Ich hatte einen dicken Kloß im Hals sitzen, der mir das Sprechen versagte. Lara tat mir so leid, sie so leiden zu sehen, schmerzte mich, warum konnte ein einzelner Sim nur soviel Pech haben, erst wurde sie betrogen und dann stirbt der zweite Mann…
Und auch ich trauerte um Lutz, der ein einfacher, fröhlicher Kerl war, mit niemandem Feind, mit jedermann Freund, der sein Leben genoss und Lara ein guter Ehemann war. Verdammt, warum erwischte es immer die Guten!


Ich zog Lara auf die Füße und verfrachtete sie ins Schlafzimmer. Dort steckte ich sie in ihr Bett, was sie auch ohne Widerstand hinnahm.
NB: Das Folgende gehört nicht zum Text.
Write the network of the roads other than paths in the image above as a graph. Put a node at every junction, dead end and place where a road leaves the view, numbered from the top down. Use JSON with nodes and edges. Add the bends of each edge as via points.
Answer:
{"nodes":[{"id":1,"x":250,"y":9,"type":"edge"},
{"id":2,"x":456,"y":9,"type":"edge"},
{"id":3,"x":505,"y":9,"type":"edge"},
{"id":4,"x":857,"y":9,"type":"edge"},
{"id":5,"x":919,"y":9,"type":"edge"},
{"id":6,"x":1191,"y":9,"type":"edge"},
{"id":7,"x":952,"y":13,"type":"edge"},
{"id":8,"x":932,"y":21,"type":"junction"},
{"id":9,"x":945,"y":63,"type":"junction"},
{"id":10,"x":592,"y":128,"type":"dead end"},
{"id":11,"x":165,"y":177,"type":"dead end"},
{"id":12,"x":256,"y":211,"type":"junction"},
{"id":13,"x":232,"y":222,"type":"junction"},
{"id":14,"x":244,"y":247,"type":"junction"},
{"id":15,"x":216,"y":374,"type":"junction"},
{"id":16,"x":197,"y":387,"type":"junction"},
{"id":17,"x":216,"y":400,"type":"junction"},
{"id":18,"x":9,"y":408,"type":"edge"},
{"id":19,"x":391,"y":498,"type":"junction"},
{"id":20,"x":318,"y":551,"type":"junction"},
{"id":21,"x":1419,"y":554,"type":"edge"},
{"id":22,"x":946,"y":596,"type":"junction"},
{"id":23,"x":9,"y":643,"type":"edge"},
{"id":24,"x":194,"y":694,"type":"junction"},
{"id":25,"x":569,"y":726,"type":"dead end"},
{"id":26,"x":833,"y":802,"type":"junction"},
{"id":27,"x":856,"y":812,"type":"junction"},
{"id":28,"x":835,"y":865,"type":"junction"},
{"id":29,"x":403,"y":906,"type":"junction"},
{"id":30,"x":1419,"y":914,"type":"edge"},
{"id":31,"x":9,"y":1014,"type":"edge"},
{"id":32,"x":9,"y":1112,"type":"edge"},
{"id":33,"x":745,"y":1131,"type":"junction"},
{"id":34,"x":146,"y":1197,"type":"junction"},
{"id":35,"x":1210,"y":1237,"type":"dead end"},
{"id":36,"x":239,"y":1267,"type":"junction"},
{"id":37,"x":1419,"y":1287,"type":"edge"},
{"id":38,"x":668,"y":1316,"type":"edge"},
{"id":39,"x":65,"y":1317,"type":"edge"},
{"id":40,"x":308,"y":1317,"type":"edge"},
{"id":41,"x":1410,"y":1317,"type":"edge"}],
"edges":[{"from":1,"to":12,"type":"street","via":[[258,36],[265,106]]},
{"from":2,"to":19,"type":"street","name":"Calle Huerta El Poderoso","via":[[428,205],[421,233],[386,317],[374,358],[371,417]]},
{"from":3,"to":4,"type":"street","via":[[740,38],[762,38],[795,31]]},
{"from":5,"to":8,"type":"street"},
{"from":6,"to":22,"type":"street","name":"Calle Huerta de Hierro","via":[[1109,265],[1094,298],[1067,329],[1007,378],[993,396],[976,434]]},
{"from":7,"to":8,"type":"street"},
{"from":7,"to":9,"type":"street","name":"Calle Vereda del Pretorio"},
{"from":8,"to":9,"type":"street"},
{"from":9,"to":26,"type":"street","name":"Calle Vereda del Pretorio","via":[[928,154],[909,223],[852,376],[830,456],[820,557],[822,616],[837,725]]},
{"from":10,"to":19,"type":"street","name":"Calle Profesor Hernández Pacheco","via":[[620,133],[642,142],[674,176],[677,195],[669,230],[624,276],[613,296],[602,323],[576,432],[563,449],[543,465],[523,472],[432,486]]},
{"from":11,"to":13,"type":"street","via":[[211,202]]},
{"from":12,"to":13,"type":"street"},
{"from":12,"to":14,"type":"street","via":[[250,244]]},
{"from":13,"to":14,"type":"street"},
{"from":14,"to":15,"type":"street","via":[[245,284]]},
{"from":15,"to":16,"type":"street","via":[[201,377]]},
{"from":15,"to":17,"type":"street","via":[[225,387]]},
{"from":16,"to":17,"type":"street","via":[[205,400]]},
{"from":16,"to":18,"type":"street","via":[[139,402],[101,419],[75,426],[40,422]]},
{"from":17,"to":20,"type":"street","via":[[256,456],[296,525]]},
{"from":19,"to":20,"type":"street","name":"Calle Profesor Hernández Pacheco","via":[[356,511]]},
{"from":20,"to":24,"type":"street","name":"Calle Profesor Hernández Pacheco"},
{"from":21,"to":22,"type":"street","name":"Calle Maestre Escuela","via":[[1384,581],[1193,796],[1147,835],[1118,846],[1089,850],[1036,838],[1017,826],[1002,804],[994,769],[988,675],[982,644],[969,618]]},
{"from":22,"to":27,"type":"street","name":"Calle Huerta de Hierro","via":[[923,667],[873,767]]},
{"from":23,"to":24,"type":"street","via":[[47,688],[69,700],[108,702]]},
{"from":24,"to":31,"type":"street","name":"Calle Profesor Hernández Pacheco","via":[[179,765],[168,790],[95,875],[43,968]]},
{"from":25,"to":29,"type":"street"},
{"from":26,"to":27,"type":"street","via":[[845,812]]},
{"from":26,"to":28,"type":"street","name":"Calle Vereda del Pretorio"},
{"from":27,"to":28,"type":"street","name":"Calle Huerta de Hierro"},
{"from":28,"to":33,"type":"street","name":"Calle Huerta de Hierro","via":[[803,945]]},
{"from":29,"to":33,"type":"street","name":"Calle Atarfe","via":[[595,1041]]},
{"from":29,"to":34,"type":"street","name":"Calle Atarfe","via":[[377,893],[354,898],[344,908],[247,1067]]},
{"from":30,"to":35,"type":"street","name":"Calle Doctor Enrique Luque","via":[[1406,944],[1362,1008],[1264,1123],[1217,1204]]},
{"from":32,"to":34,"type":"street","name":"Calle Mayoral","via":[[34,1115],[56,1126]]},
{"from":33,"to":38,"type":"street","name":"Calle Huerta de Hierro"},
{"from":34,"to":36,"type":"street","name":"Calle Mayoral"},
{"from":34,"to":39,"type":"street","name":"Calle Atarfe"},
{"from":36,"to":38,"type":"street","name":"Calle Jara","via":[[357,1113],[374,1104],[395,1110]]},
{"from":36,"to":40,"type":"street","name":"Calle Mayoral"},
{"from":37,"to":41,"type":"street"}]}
„Schlaf jetzt. Ich komme dich morgen wieder besuchen. Und das du mir ja keinen Unsinn anstellst, hörst du?!“
Lara nickte schwach und ich verließ ihr Haus auf demselben Weg, wie ich hineingekommen war. Sehr langsam trottete ich nach Hause. Nun musste ich Pascal und Friedbert anrufen, wie würden sie auf die Nachricht reagieren?


Friedbert stand Lutz nicht sehr nahe, aber Pascal liebte seinen jüngeren Bruder…
Es würde ihn sehr treffen. Seufzend nahm ich den Telefonhörer in die Hand und wählte die Nummer des Krankenhauses. Es würden traurige Weihnachten werden, im Hause Kurios…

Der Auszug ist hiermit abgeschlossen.